Ces commentaires ont déclenché une fuite immédiate vers les valeurs refuges, l'indice de volatilité CBOE (VIX) bondissant de 10 % pour atteindre 19,5. Sur les marchés des changes, le yen japonais s'est apprécié de 0,8 % par rapport au dollar, tandis que le S&P 500 a reculé de 0,6 % en début de séance avant de se redresser légèrement. L'impact le plus direct a été ressenti sur les marchés de l'énergie, où le Brent pour livraison en juin s'est établi à 92,10 $ le baril, son cours de clôture le plus élevé depuis plus d'une semaine.
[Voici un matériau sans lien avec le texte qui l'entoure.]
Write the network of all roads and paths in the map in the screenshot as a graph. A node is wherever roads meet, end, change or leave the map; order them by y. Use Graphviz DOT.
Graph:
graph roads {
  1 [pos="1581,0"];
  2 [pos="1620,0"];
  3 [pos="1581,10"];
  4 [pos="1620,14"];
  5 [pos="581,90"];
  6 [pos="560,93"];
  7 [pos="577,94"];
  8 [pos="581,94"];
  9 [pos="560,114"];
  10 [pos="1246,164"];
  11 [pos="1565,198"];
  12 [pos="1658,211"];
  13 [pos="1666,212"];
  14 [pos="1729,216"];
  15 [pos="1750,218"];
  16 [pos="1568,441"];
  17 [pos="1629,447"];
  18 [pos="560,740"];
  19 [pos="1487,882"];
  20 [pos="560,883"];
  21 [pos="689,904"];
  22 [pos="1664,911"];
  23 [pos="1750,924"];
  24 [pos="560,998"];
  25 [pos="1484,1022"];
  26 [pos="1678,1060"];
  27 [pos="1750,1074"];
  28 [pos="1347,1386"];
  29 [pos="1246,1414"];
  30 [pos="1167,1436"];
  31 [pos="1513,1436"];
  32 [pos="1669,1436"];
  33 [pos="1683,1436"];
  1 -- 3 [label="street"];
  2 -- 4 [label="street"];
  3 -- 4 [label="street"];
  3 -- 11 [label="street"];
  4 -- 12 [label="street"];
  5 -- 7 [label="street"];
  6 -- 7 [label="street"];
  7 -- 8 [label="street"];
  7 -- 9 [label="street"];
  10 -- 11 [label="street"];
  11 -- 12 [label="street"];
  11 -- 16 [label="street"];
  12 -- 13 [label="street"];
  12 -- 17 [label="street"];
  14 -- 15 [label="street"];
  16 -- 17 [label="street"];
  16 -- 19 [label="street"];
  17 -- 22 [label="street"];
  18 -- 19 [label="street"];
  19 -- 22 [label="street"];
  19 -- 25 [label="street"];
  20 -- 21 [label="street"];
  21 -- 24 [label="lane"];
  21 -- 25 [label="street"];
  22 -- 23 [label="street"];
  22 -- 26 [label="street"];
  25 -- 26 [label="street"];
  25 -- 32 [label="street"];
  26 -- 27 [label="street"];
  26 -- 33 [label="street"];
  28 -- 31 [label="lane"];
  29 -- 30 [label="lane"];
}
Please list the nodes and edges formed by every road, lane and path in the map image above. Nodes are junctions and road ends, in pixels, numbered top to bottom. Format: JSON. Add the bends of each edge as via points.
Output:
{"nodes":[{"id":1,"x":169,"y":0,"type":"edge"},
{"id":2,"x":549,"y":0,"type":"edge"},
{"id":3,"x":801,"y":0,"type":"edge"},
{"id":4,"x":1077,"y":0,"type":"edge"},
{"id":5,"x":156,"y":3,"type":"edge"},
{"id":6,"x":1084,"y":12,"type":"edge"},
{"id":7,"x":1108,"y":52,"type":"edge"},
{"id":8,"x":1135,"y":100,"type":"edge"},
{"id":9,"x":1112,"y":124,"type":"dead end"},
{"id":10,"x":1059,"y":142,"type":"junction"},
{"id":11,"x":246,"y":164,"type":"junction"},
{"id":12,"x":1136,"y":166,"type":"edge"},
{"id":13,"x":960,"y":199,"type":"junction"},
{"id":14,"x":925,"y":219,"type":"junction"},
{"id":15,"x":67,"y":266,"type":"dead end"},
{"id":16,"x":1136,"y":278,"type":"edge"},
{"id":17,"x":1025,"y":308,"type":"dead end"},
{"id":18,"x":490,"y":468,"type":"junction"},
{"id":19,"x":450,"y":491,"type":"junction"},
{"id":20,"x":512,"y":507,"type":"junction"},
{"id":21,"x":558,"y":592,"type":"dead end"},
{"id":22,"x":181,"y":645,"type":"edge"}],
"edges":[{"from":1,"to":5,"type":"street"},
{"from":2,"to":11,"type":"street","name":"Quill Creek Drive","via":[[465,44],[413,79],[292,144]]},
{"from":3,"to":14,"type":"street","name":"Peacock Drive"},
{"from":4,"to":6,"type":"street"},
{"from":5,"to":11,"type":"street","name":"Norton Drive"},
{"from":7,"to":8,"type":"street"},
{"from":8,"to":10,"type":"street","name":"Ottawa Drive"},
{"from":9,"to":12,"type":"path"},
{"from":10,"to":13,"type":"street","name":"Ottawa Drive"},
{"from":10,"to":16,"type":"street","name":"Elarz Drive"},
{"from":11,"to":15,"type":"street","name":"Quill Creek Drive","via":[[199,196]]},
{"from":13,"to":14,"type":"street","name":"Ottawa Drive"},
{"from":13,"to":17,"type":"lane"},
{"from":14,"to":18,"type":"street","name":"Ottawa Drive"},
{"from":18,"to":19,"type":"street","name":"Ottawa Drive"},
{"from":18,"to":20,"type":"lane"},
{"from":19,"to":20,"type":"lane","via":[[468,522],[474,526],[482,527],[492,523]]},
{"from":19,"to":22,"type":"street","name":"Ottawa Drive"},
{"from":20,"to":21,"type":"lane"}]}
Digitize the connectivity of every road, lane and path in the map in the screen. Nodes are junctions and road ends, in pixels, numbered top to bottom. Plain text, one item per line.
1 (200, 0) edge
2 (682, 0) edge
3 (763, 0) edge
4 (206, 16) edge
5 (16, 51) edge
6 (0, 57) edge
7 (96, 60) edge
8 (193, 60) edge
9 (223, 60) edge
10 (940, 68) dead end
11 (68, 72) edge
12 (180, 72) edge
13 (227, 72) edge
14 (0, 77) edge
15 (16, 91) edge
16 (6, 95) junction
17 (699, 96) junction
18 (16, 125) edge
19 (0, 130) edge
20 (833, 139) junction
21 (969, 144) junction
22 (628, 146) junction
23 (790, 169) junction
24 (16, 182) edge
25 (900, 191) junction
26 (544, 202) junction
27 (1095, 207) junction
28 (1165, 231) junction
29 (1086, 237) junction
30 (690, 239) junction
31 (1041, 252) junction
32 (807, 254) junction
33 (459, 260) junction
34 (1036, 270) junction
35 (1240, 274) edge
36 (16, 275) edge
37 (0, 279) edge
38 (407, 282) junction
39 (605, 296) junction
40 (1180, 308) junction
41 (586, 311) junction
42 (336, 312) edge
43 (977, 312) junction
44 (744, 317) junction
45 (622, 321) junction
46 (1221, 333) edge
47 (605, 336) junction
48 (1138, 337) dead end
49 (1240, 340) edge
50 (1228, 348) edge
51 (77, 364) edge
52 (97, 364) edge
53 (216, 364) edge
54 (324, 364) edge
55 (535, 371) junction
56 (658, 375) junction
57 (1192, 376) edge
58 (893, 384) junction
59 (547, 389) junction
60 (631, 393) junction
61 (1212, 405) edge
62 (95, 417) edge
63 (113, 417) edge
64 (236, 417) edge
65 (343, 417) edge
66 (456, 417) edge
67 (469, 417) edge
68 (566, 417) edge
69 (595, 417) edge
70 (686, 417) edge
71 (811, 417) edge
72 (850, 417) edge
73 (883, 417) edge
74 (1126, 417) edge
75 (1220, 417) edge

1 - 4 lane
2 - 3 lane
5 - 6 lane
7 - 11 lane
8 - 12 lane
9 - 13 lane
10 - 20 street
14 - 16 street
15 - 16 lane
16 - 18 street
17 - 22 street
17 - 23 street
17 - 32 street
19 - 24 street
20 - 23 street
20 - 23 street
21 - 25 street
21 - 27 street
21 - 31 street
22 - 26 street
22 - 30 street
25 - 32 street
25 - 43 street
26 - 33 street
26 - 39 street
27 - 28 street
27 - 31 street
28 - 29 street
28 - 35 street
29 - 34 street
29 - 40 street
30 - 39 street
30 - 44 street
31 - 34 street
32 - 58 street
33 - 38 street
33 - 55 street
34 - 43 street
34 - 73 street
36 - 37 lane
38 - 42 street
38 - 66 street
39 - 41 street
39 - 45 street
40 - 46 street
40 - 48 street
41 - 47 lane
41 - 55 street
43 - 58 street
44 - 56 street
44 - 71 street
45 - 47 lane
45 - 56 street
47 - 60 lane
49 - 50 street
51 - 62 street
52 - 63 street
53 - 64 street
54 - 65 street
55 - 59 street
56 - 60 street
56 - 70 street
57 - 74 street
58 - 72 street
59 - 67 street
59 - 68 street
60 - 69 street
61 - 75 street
Cette rhétorique aggrave les tensions dans une région responsable de plus de 20 % de l'offre mondiale de pétrole, forçant les traders à intégrer une probabilité plus élevée de ruptures d'approvisionnement. La dernière fois que l'Iran a émis une menace militaire directe similaire en janvier 2020, après l'assassinat du général Qassem Soleimani, le Brent avait bondi de plus de 4 % en une seule journée, soulignant la sensibilité du marché aux conflits dans le détroit d'Ormuz.